THE INPUT:
————
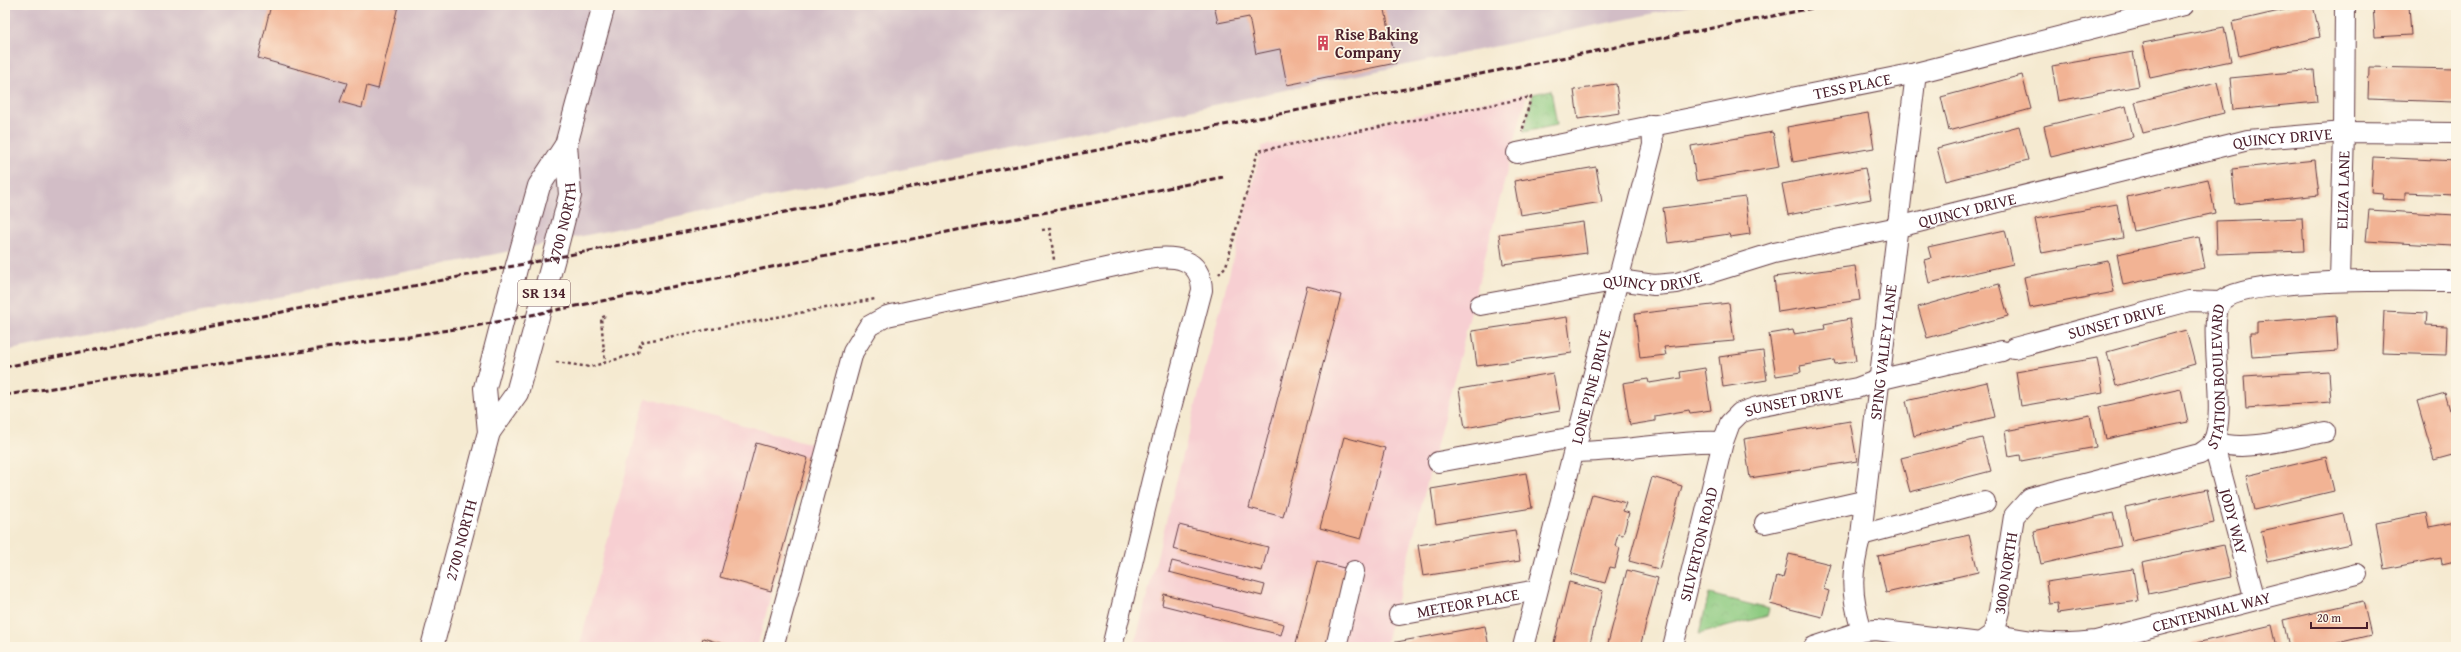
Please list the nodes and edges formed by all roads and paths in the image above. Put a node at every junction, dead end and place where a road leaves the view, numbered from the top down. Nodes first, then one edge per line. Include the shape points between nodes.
1 (604, 5) edge
2 (2184, 5) edge
3 (2345, 5) edge
4 (1916, 72) junction
5 (1531, 97) dead end
6 (1652, 125) junction
7 (2344, 132) junction
8 (2456, 133) edge
9 (566, 145) junction
10 (1517, 153) dead end
11 (1898, 227) junction
12 (1042, 230) dead end
13 (1054, 264) dead end
14 (1217, 269) dead end
15 (1219, 274) junction
16 (1220, 279) dead end
17 (1618, 280) junction
18 (2340, 280) junction
19 (2450, 281) dead end
20 (878, 298) dead end
21 (2221, 302) junction
22 (1480, 305) dead end
23 (605, 316) dead end
24 (556, 362) dead end
25 (605, 363) junction
26 (1878, 380) junction
27 (489, 432) junction
28 (2325, 432) dead end
29 (1723, 442) junction
30 (2213, 442) junction
31 (1576, 444) junction
32 (1438, 462) dead end
33 (1863, 501) junction
34 (1985, 502) dead end
35 (2014, 516) joint
36 (1765, 523) dead end
37 (1860, 535) junction
38 (1354, 571) dead end
39 (2358, 574) dead end
40 (1537, 590) junction
41 (2255, 600) junction
42 (1399, 615) dead end
43 (1871, 636) edge
44 (1984, 641) edge
45 (432, 647) edge
46 (773, 647) edge
47 (1112, 647) edge
48 (1336, 647) edge
49 (1523, 647) edge
50 (1673, 647) edge
51 (1814, 647) edge

1 - 9 main road, 2700 NORTH / SR 134
2 - 4 street, TESS PLACE
3 - 7 street, ELIZA LANE
4 - 6 street, TESS PLACE
4 - 11 street, SPING VALLEY LANE
5 - 15 path via 1258,151 1226,266
6 - 10 street, TESS PLACE
6 - 17 street, LONE PINE DRIVE via 1653,145
7 - 8 street, QUINCY DRIVE
7 - 11 street, QUINCY DRIVE via 2248,140
7 - 18 street, ELIZA LANE
9 - 27 main road, 2700 NORTH / SR 134 via 539,186 517,265 485,388
9 - 27 main road, 2700 NORTH / SR 134 via 570,195 559,237 517,393
11 - 17 street, QUINCY DRIVE via 1774,253 1677,283 1654,285
11 - 26 street, SPING VALLEY LANE
12 - 13 path via 1050,229
14 - 15 path
15 - 16 path
17 - 22 street, QUINCY DRIVE
17 - 31 street, LONE PINE DRIVE
18 - 19 street, STATION BOULEVARD
18 - 21 street, STATION BOULEVARD via 2248,291 2226,297
20 - 25 path via 641,342 638,353
21 - 26 street, SUNSET DRIVE via 2189,301
21 - 30 street, STATION BOULEVARD via 2216,319 2219,419
23 - 25 path via 601,318
24 - 25 path via 590,368
26 - 29 street, SUNSET DRIVE via 1857,388 1757,407 1740,413 1730,423
26 - 33 street, SPING VALLEY LANE
27 - 45 main road, 2700 NORTH / SR 134
28 - 30 street via 2244,446 2229,447
29 - 31 street via 1691,441 1606,452
29 - 50 street, SILVERTON ROAD
30 - 35 street, STATION BOULEVARD via 2200,454 2030,498
30 - 41 street, JODY WAY
31 - 32 street
31 - 40 street, LONE PINE DRIVE
33 - 36 street
33 - 37 street, SPING VALLEY LANE
34 - 37 street
35 - 44 street, 3000 NORTH via 1999,610
37 - 43 street, SPING VALLEY LANE via 1852,586 1855,608
38 - 48 street
39 - 41 street, CENTENNIAL WAY
40 - 42 street, METEOR PLACE
40 - 49 street, LONE PINE DRIVE
41 - 44 street, CENTENNIAL WAY via 2084,642 2064,645 2022,640
43 - 44 street, CENTENNIAL WAY
43 - 51 street, CENTENNIAL WAY
46 - 47 street via 853,352 869,326 887,316 1147,259 1172,257 1184,260 1195,268 1202,290 1152,480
————
TASK DESCRIPTION:
If a line in the material holds the string "QUINCY", count it, then state the number of such lines and nothing else.

OUTPUT FOR THIS TASK:
4